Michael Gillard also objects to our statement that Rees “persuaded” him and the Eye to publish “favourable” articles. Press Gang stands by its analysis of these articles as “favourable” but Rees didn’t need to persuade Gillard to write them — his critique of ex-DCS Cook dates from 2011. The piece has been amended to reflect this.
RIGHT OF REPLY
Private Eye editor Ian Hislop’s letter
Dear Paddy French,
I promised you a response to your various communications, so here it is at some length after consultation with all those involved.
To be honest, I’m afraid it is extremely difficult to understand let alone respond to the, frankly, wild allegations you are making against Private Eye arising from the latest articles in the magazine concerning the long-running Daniel Morgan case. Contrary to what you suggest these are a fair and accurate account of recent court proceedings and developments.
So we are not going to try and address everything to which you refer; it also follows, just because we have not in this letter addressed a specific point or allegation that you make, that we accept it.
You agree that our reporting was ‘perfectly valid’ including the suggestion that DCS Dave Cook should be prosecuted for what two High Court judges concluded was perverting the course of justice.
However, you appear to be basing your many and confusing allegations on a suggested ‘lack of context’ in our coverage. In doing so, you are operating on the false basis that we have ignored the aspects of the Morgan case about which you are now complaining.
Since as long ago as 2004, we have written about corruption and incompetence by the police in relation to the murder and its investigation; the family’s struggle for the truth against the Met and Home Office stonewalling; and the shady pasts of the key suspects – including Rees’ conviction for planting drugs on an innocent woman and Fillery’s possession of indecent images of children. All of this we reported long before Cook’s conduct became an issue and he became the ‘story’.
Even the articles of which you complain mention that the case has always been mired in police corruption and allegations of media misconduct.
Indeed Issue 1438 (February 2017 following the Mitting judgement in favour of the Met, one of the four recent articles on which you focus)stated : “After the hearing Daniel’s brother Alastair Morgan said it would be a “travesty of justice” if Cook were to become the scapegoat for “decades” of police corruption at the centre of the unsolved murder”. And he is right” (my emphasis).

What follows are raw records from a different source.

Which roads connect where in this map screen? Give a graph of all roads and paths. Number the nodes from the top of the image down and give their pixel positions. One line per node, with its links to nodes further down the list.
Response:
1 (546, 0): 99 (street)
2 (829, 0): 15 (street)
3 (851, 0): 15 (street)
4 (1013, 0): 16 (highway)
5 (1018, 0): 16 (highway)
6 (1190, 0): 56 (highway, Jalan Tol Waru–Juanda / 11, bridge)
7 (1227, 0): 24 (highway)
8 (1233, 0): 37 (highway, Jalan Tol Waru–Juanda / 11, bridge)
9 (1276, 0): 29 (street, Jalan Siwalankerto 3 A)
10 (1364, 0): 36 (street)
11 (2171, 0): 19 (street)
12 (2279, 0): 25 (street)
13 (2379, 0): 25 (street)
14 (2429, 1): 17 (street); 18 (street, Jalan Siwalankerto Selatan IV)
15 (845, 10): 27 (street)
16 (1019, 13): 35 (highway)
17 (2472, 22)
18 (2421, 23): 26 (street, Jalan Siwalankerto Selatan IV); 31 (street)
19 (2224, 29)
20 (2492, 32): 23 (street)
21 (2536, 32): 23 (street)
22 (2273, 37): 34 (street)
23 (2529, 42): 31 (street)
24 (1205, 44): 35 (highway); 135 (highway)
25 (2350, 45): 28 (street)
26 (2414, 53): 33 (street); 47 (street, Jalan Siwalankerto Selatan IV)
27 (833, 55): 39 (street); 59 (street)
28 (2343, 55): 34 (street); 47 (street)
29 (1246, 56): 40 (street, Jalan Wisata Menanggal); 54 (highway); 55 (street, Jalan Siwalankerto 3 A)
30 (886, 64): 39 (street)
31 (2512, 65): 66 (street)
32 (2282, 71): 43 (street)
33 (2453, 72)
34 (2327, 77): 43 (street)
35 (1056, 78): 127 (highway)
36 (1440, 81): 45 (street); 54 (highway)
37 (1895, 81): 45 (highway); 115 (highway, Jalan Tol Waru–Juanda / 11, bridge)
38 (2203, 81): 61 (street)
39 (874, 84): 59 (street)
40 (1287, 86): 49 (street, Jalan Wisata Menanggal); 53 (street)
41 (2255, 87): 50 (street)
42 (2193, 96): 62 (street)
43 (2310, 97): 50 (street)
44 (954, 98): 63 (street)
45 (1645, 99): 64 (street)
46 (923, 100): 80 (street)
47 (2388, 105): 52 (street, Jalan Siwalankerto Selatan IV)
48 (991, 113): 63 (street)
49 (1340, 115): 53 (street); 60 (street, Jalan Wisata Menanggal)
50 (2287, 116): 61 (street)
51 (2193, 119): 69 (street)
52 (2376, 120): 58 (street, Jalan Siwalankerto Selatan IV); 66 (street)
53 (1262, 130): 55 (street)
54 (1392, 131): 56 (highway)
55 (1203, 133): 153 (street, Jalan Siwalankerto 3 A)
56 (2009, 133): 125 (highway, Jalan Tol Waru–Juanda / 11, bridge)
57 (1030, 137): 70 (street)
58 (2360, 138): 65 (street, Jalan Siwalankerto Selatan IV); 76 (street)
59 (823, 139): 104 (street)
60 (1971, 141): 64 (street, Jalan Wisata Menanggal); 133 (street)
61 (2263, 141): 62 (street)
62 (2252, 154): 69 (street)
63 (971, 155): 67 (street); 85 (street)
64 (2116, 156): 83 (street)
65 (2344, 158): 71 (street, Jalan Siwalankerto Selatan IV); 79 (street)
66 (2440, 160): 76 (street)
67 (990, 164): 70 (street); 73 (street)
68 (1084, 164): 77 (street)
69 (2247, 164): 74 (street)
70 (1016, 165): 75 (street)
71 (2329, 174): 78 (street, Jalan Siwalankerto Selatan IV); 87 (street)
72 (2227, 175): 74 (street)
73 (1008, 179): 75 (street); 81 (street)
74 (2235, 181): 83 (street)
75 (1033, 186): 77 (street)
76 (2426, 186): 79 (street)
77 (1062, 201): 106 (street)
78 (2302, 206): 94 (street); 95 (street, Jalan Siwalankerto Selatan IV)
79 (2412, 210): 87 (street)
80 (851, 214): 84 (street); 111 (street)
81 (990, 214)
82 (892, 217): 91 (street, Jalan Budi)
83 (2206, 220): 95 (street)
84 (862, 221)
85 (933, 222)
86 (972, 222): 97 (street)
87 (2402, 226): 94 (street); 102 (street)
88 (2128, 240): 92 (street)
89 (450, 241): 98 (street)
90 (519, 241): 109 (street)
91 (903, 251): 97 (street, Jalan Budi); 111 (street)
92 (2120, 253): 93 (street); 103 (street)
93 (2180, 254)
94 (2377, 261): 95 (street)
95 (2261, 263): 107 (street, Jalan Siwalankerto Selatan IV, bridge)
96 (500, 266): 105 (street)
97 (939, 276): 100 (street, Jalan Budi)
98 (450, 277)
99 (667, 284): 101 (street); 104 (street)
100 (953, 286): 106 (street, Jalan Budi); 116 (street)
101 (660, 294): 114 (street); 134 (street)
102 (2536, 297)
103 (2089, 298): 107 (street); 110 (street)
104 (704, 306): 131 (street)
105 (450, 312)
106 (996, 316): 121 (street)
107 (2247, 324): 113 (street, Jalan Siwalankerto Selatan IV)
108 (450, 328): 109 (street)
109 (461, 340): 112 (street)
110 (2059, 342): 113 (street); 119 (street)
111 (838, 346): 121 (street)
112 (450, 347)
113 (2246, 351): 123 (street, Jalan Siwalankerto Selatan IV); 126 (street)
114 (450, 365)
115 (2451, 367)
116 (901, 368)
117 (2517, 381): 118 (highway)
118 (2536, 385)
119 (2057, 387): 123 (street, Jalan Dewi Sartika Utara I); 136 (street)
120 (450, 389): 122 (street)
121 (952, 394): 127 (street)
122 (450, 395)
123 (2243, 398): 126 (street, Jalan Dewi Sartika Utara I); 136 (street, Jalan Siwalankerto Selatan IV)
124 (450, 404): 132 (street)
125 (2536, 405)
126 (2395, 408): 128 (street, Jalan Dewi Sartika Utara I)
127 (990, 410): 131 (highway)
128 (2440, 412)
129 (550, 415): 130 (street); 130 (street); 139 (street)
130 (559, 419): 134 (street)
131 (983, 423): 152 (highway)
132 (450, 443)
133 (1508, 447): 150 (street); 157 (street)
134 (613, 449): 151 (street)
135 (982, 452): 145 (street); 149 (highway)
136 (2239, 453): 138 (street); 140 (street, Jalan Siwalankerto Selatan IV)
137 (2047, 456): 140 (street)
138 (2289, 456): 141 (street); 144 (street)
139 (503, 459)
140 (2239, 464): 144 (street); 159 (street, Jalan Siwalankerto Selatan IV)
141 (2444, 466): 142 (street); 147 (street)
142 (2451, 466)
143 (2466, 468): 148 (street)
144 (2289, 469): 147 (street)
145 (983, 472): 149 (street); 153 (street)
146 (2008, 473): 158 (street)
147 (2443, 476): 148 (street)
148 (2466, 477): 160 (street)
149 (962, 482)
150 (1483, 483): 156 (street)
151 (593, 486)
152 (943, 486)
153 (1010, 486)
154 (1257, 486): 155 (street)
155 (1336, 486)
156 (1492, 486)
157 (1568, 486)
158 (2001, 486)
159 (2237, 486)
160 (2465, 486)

The fact is, all sections of the Eye have covered different aspects of the Morgan case over the last thirteen years, often breaking new ground that has not been covered in the mainstream media.
Despite all this, you seem intent on suggesting that there is a conspiracy between Michael Gillard and the Eye to embark on ‘an anti-Cook crusade’ that has given ‘succour to the prime suspects in the murder.’ This really is nonsense.
You also make the baffling suggestion that we should have declared a supposed ‘conflict of interest’ because Michael Gillard is somehow in bed with the key suspects to undermine their prosecution because they are important sources of his. This is a serious allegation with no basis in fact and demonstrably false as you could have discovered from basic research.
Your letter shows you are already aware of Michael Gillard and Laurie Flynn’s book, Untouchables, published in 2004 and republished in 2012, which spells out the case against the key suspects and their connections to News International and other tabloid media. A news article in the Eye the following year covers some of this ground – and this by the way was requested for use by publishers of Alastair Morgan’s and Peter Jukes’ forthcoming book. There are other articles Michael has written elsewhere on this case which you have also failed to take into account when composing your fantastical theory. The Hayman letter to the Guardian in 2000 was first exposed by Michael Gillard in the Press Gazette and other publications, and is again available in full on line. You might also want to look at DCS Bob Quick’s evidence to the Leveson inquiry, in which he admits that the Hayman letter was indeed an attempt to undermine Michael and Laurie’s investigations into the flawed anti-corruption squad (again on-line).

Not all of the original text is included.